--- Exercise brief ---
Give back all of the records exactly.

--- Stored items ---
______
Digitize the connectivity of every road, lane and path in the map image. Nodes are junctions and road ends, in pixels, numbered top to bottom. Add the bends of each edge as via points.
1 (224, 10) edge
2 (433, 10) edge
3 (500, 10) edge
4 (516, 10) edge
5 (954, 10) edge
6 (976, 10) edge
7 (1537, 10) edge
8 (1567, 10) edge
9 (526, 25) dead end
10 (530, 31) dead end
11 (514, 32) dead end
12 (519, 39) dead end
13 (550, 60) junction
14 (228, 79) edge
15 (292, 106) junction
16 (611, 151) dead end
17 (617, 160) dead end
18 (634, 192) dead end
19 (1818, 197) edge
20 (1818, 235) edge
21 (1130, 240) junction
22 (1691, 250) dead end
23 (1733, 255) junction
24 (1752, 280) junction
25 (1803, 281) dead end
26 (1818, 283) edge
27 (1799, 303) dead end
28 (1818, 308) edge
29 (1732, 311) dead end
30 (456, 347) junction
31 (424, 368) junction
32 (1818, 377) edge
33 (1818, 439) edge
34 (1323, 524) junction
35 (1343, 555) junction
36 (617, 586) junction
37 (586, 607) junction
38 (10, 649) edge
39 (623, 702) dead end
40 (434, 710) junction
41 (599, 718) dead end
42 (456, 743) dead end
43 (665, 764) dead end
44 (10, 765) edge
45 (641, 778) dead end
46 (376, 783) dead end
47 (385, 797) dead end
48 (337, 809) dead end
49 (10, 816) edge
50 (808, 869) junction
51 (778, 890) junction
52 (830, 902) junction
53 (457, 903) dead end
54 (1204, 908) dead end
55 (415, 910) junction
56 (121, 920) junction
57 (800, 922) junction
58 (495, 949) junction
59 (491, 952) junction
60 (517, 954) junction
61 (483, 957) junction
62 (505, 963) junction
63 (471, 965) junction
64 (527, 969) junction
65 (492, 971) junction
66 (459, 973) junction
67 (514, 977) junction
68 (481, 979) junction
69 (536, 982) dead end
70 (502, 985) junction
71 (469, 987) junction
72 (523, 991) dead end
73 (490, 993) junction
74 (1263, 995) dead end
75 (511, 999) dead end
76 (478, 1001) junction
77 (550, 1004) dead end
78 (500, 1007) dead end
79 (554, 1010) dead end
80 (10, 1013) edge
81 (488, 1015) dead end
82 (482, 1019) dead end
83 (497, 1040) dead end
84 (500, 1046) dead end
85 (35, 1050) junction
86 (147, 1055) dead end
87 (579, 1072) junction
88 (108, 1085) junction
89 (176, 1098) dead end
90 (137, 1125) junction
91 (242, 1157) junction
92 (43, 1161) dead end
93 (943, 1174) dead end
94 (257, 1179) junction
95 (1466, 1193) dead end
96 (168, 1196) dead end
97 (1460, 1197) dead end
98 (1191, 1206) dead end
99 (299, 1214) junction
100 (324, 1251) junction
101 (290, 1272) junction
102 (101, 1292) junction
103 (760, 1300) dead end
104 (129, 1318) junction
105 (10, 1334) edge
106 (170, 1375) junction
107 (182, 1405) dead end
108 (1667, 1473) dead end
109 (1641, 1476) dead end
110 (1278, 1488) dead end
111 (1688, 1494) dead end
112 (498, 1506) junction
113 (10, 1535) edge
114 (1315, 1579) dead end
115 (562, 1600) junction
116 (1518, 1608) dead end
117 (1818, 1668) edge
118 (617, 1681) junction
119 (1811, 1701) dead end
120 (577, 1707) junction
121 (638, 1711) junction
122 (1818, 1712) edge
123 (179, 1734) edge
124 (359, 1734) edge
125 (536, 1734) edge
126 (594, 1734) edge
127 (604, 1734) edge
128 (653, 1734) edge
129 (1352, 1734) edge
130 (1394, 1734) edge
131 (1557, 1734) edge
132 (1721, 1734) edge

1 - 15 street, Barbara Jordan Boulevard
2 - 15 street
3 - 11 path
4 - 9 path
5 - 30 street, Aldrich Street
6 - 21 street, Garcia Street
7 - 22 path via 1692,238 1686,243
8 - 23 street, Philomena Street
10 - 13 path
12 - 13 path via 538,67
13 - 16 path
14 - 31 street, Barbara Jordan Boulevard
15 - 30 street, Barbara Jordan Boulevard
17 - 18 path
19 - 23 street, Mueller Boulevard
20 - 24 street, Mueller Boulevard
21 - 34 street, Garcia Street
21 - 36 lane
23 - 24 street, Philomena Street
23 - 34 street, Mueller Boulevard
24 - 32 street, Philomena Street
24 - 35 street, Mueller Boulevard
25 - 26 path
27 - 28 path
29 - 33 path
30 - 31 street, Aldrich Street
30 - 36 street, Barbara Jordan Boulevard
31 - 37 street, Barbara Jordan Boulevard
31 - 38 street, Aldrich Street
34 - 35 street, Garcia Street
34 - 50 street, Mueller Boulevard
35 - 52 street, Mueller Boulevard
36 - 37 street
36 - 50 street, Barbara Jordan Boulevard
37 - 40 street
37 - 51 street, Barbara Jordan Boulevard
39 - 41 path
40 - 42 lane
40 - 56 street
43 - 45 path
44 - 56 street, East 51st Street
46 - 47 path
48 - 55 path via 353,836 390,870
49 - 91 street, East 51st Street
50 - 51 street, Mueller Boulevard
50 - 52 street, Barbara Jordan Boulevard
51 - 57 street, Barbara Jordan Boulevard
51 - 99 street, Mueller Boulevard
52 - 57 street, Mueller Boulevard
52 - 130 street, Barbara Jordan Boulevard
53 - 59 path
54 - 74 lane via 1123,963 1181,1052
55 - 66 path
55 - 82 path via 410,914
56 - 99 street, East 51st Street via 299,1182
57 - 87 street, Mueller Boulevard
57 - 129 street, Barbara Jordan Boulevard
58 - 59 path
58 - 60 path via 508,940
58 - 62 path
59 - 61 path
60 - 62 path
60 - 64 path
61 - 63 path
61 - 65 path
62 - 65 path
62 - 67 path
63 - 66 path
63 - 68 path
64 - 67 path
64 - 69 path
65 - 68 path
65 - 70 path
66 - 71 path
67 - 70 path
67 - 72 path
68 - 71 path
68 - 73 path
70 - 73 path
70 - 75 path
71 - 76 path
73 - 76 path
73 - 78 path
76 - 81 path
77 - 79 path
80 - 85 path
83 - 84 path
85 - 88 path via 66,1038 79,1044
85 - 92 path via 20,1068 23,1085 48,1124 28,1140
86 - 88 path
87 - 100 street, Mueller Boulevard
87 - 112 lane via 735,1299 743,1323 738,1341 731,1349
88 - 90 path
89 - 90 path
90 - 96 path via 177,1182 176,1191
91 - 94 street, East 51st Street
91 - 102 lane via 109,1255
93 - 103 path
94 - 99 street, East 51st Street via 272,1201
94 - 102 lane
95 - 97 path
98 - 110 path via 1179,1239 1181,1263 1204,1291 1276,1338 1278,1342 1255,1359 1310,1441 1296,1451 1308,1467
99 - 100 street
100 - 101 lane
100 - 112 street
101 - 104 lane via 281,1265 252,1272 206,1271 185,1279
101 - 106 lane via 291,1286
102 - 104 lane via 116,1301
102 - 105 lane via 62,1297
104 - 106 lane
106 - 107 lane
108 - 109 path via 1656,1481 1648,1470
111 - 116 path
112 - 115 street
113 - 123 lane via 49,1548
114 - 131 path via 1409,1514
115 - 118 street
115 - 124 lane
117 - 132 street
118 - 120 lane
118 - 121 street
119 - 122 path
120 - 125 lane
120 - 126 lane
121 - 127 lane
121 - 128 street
______
--- Task result ---
Digitize the connectivity of every road, lane and path in the map image. Nodes are junctions and road ends, in pixels, numbered top to bottom. Add the bends of each edge as via points.
1 (224, 10) edge
2 (433, 10) edge
3 (500, 10) edge
4 (516, 10) edge
5 (954, 10) edge
6 (976, 10) edge
7 (1537, 10) edge
8 (1567, 10) edge
9 (526, 25) dead end
10 (530, 31) dead end
11 (514, 32) dead end
12 (519, 39) dead end
13 (550, 60) junction
14 (228, 79) edge
15 (292, 106) junction
16 (611, 151) dead end
17 (617, 160) dead end
18 (634, 192) dead end
19 (1818, 197) edge
20 (1818, 235) edge
21 (1130, 240) junction
22 (1691, 250) dead end
23 (1733, 255) junction
24 (1752, 280) junction
25 (1803, 281) dead end
26 (1818, 283) edge
27 (1799, 303) dead end
28 (1818, 308) edge
29 (1732, 311) dead end
30 (456, 347) junction
31 (424, 368) junction
32 (1818, 377) edge
33 (1818, 439) edge
34 (1323, 524) junction
35 (1343, 555) junction
36 (617, 586) junction
37 (586, 607) junction
38 (10, 649) edge
39 (623, 702) dead end
40 (434, 710) junction
41 (599, 718) dead end
42 (456, 743) dead end
43 (665, 764) dead end
44 (10, 765) edge
45 (641, 778) dead end
46 (376, 783) dead end
47 (385, 797) dead end
48 (337, 809) dead end
49 (10, 816) edge
50 (808, 869) junction
51 (778, 890) junction
52 (830, 902) junction
53 (457, 903) dead end
54 (1204, 908) dead end
55 (415, 910) junction
56 (121, 920) junction
57 (800, 922) junction
58 (495, 949) junction
59 (491, 952) junction
60 (517, 954) junction
61 (483, 957) junction
62 (505, 963) junction
63 (471, 965) junction
64 (527, 969) junction
65 (492, 971) junction
66 (459, 973) junction
67 (514, 977) junction
68 (481, 979) junction
69 (536, 982) dead end
70 (502, 985) junction
71 (469, 987) junction
72 (523, 991) dead end
73 (490, 993) junction
74 (1263, 995) dead end
75 (511, 999) dead end
76 (478, 1001) junction
77 (550, 1004) dead end
78 (500, 1007) dead end
79 (554, 1010) dead end
80 (10, 1013) edge
81 (488, 1015) dead end
82 (482, 1019) dead end
83 (497, 1040) dead end
84 (500, 1046) dead end
85 (35, 1050) junction
86 (147, 1055) dead end
87 (579, 1072) junction
88 (108, 1085) junction
89 (176, 1098) dead end
90 (137, 1125) junction
91 (242, 1157) junction
92 (43, 1161) dead end
93 (943, 1174) dead end
94 (257, 1179) junction
95 (1466, 1193) dead end
96 (168, 1196) dead end
97 (1460, 1197) dead end
98 (1191, 1206) dead end
99 (299, 1214) junction
100 (324, 1251) junction
101 (290, 1272) junction
102 (101, 1292) junction
103 (760, 1300) dead end
104 (129, 1318) junction
105 (10, 1334) edge
106 (170, 1375) junction
107 (182, 1405) dead end
108 (1667, 1473) dead end
109 (1641, 1476) dead end
110 (1278, 1488) dead end
111 (1688, 1494) dead end
112 (498, 1506) junction
113 (10, 1535) edge
114 (1315, 1579) dead end
115 (562, 1600) junction
116 (1518, 1608) dead end
117 (1818, 1668) edge
118 (617, 1681) junction
119 (1811, 1701) dead end
120 (577, 1707) junction
121 (638, 1711) junction
122 (1818, 1712) edge
123 (179, 1734) edge
124 (359, 1734) edge
125 (536, 1734) edge
126 (594, 1734) edge
127 (604, 1734) edge
128 (653, 1734) edge
129 (1352, 1734) edge
130 (1394, 1734) edge
131 (1557, 1734) edge
132 (1721, 1734) edge

1 - 15 street, Barbara Jordan Boulevard
2 - 15 street
3 - 11 path
4 - 9 path
5 - 30 street, Aldrich Street
6 - 21 street, Garcia Street
7 - 22 path via 1692,238 1686,243
8 - 23 street, Philomena Street
10 - 13 path
12 - 13 path via 538,67
13 - 16 path
14 - 31 street, Barbara Jordan Boulevard
15 - 30 street, Barbara Jordan Boulevard
17 - 18 path
19 - 23 street, Mueller Boulevard
20 - 24 street, Mueller Boulevard
21 - 34 street, Garcia Street
21 - 36 lane
23 - 24 street, Philomena Street
23 - 34 street, Mueller Boulevard
24 - 32 street, Philomena Street
24 - 35 street, Mueller Boulevard
25 - 26 path
27 - 28 path
29 - 33 path
30 - 31 street, Aldrich Street
30 - 36 street, Barbara Jordan Boulevard
31 - 37 street, Barbara Jordan Boulevard
31 - 38 street, Aldrich Street
34 - 35 street, Garcia Street
34 - 50 street, Mueller Boulevard
35 - 52 street, Mueller Boulevard
36 - 37 street
36 - 50 street, Barbara Jordan Boulevard
37 - 40 street
37 - 51 street, Barbara Jordan Boulevard
39 - 41 path
40 - 42 lane
40 - 56 street
43 - 45 path
44 - 56 street, East 51st Street
46 - 47 path
48 - 55 path via 353,836 390,870
49 - 91 street, East 51st Street
50 - 51 street, Mueller Boulevard
50 - 52 street, Barbara Jordan Boulevard
51 - 57 street, Barbara Jordan Boulevard
51 - 99 street, Mueller Boulevard
52 - 57 street, Mueller Boulevard
52 - 130 street, Barbara Jordan Boulevard
53 - 59 path
54 - 74 lane via 1123,963 1181,1052
55 - 66 path
55 - 82 path via 410,914
56 - 99 street, East 51st Street via 299,1182
57 - 87 street, Mueller Boulevard
57 - 129 street, Barbara Jordan Boulevard
58 - 59 path
58 - 60 path via 508,940
58 - 62 path
59 - 61 path
60 - 62 path
60 - 64 path
61 - 63 path
61 - 65 path
62 - 65 path
62 - 67 path
63 - 66 path
63 - 68 path
64 - 67 path
64 - 69 path
65 - 68 path
65 - 70 path
66 - 71 path
67 - 70 path
67 - 72 path
68 - 71 path
68 - 73 path
70 - 73 path
70 - 75 path
71 - 76 path
73 - 76 path
73 - 78 path
76 - 81 path
77 - 79 path
80 - 85 path
83 - 84 path
85 - 88 path via 66,1038 79,1044
85 - 92 path via 20,1068 23,1085 48,1124 28,1140
86 - 88 path
87 - 100 street, Mueller Boulevard
87 - 112 lane via 735,1299 743,1323 738,1341 731,1349
88 - 90 path
89 - 90 path
90 - 96 path via 177,1182 176,1191
91 - 94 street, East 51st Street
91 - 102 lane via 109,1255
93 - 103 path
94 - 99 street, East 51st Street via 272,1201
94 - 102 lane
95 - 97 path
98 - 110 path via 1179,1239 1181,1263 1204,1291 1276,1338 1278,1342 1255,1359 1310,1441 1296,1451 1308,1467
99 - 100 street
100 - 101 lane
100 - 112 street
101 - 104 lane via 281,1265 252,1272 206,1271 185,1279
101 - 106 lane via 291,1286
102 - 104 lane via 116,1301
102 - 105 lane via 62,1297
104 - 106 lane
106 - 107 lane
108 - 109 path via 1656,1481 1648,1470
111 - 116 path
112 - 115 street
113 - 123 lane via 49,1548
114 - 131 path via 1409,1514
115 - 118 street
115 - 124 lane
117 - 132 street
118 - 120 lane
118 - 121 street
119 - 122 path
120 - 125 lane
120 - 126 lane
121 - 127 lane
121 - 128 street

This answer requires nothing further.